If a line of the data below contains the string "middle", count it, then state the total alone.

*** Opening of EXTRACTED MATERIAL ***

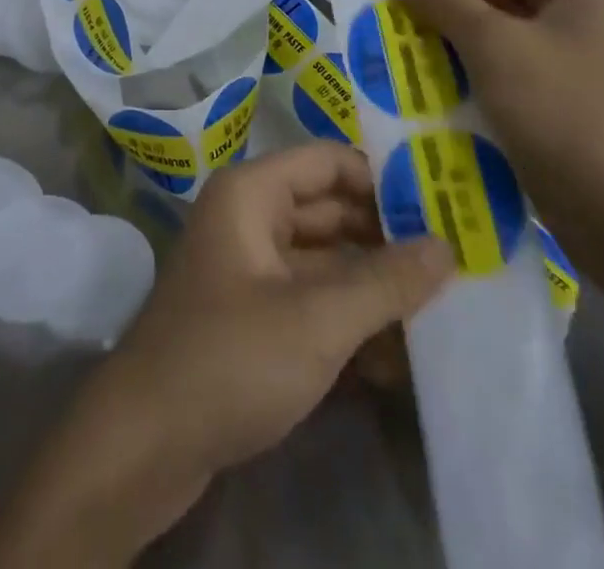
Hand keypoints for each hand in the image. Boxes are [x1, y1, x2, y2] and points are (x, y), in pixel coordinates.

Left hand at [0, 145, 450, 566]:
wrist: (146, 442)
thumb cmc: (230, 357)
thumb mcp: (317, 319)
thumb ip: (385, 281)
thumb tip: (447, 246)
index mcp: (252, 193)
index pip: (328, 161)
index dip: (382, 179)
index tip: (443, 205)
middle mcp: (250, 219)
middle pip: (330, 211)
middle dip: (387, 238)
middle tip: (457, 262)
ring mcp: (250, 269)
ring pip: (325, 261)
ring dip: (374, 287)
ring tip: (442, 312)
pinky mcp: (252, 317)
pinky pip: (311, 301)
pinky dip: (349, 321)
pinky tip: (398, 359)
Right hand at [381, 0, 603, 281]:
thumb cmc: (571, 113)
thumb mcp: (496, 44)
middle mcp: (575, 3)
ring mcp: (559, 50)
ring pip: (486, 16)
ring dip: (437, 19)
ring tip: (377, 20)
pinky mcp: (544, 90)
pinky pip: (489, 55)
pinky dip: (452, 54)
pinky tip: (406, 63)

*** Close of EXTRACTED MATERIAL ***

SOLUTION: 5